§ **Problem requirements**
Below are the records; collect from them each line containing the string "Maipú".

# # # #

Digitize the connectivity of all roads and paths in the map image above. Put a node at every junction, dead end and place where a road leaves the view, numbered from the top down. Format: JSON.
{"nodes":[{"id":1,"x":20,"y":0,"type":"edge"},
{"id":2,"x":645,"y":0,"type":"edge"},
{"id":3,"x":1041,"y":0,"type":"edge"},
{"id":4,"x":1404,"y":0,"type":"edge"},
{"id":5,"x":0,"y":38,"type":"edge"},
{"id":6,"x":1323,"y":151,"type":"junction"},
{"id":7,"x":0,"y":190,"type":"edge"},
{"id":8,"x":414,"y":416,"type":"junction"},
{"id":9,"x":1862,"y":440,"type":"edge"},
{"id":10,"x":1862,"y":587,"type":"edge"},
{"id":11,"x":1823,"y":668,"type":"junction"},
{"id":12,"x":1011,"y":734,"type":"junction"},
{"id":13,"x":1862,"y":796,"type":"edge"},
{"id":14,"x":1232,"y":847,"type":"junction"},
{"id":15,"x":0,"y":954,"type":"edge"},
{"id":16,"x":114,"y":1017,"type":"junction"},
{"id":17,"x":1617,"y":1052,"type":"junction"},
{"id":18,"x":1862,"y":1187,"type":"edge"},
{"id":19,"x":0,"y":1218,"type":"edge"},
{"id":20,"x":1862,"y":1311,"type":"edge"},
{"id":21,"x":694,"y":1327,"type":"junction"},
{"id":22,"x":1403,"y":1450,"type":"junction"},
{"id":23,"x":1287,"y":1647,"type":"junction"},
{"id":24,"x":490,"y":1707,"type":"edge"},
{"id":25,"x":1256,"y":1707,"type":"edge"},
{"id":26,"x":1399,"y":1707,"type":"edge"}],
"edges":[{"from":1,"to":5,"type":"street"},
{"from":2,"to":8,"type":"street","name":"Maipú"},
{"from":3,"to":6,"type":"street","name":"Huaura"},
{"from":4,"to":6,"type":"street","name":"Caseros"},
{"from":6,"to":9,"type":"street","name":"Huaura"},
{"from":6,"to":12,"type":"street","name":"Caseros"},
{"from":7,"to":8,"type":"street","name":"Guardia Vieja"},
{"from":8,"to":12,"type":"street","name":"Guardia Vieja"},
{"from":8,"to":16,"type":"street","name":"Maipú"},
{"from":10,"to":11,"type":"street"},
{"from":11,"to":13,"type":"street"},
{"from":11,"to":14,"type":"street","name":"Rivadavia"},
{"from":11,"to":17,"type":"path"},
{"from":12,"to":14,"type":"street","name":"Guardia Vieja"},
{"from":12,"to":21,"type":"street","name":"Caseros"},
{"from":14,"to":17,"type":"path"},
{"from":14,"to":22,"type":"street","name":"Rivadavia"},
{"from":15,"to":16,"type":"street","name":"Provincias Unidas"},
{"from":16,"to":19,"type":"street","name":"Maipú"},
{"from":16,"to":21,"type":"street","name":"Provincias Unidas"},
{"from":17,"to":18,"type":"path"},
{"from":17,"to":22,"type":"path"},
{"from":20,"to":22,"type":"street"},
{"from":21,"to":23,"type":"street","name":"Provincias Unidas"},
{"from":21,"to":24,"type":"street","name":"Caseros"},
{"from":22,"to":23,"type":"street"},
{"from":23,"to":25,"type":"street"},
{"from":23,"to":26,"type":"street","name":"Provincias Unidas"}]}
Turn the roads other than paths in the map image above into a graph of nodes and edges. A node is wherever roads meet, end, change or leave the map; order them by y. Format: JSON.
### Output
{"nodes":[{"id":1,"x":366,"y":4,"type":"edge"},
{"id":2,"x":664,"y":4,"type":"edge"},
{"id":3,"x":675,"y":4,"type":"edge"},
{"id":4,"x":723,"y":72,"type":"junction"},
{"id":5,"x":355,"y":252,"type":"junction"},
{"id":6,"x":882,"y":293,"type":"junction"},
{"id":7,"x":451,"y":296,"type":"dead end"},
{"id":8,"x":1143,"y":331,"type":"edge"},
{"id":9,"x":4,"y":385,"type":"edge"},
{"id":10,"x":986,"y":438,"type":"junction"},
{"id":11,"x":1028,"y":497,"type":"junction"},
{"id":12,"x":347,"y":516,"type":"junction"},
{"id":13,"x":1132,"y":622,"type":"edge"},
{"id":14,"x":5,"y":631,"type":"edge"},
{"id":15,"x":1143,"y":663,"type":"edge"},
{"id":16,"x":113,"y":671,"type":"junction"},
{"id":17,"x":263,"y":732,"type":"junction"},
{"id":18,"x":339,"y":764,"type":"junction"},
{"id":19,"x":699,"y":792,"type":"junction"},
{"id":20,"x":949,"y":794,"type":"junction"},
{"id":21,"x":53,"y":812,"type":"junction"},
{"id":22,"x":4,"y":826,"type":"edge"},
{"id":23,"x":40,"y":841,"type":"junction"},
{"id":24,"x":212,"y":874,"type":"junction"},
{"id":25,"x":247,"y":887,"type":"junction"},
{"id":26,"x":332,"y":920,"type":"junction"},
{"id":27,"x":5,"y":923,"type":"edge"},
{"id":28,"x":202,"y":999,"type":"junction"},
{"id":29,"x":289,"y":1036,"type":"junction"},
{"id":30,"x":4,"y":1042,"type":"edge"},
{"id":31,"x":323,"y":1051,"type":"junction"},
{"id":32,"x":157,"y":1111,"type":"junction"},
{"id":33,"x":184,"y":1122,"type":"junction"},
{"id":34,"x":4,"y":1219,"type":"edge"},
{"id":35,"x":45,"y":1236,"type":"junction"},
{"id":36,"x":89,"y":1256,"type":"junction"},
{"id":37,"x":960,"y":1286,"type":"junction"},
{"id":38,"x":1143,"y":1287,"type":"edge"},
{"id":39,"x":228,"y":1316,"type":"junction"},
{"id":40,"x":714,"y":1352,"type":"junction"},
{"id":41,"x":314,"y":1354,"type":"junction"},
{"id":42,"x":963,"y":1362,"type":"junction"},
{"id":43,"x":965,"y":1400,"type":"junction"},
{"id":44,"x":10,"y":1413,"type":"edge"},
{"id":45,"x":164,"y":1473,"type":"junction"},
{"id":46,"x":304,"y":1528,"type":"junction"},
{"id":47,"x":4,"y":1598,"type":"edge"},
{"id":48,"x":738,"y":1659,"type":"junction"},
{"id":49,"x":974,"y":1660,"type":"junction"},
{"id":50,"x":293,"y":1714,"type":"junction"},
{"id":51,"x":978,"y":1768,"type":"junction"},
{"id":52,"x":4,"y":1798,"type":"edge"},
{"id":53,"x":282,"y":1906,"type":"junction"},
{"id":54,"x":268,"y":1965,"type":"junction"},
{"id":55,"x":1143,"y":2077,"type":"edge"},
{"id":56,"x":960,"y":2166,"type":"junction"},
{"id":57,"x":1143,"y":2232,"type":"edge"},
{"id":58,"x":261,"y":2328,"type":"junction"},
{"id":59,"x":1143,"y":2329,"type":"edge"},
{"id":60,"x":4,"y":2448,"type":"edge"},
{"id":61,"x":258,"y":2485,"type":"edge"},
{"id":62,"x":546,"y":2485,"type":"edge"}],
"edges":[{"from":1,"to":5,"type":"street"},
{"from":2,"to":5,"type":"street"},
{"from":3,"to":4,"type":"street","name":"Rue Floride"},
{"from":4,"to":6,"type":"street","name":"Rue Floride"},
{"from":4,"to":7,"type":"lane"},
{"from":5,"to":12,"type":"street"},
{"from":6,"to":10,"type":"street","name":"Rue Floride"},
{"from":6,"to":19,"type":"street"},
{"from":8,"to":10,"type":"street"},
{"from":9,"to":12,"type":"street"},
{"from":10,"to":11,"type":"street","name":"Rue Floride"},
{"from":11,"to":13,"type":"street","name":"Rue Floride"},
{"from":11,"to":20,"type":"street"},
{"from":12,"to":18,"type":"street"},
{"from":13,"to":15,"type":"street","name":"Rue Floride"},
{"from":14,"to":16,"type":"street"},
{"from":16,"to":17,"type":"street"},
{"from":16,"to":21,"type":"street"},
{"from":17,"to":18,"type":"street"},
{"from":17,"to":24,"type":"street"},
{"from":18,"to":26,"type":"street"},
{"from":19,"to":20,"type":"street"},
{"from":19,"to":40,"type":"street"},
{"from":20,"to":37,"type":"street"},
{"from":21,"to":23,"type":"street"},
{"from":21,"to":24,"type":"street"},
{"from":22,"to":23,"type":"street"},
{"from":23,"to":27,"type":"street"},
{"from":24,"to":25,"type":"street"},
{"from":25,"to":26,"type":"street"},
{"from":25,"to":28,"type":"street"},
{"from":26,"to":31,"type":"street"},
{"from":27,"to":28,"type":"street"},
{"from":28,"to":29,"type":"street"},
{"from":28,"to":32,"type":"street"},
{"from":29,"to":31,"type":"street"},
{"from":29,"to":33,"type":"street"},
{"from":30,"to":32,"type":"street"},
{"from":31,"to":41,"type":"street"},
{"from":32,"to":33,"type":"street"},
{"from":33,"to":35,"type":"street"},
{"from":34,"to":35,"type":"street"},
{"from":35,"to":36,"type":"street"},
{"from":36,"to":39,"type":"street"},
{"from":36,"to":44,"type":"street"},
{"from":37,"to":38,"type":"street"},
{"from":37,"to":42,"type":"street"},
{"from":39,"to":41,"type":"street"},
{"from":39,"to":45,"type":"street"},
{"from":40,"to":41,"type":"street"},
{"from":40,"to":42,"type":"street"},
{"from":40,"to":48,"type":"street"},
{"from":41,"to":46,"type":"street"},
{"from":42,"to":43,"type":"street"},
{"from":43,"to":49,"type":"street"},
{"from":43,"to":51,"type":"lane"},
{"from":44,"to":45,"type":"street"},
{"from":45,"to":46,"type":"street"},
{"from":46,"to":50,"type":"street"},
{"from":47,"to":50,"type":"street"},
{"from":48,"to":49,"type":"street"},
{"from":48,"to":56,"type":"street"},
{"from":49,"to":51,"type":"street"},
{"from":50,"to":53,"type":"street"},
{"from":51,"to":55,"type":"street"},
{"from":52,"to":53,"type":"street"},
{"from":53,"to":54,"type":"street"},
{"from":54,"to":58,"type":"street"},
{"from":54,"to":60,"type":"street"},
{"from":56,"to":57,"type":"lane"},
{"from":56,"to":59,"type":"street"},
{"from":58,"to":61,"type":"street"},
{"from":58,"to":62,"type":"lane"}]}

# # # #

§ **Answer section**
{"from":2,"to":8,"type":"street","name":"Maipú"},
{"from":8,"to":16,"type":"street","name":"Maipú"},
{"from":16,"to":19,"type":"street","name":"Maipú"},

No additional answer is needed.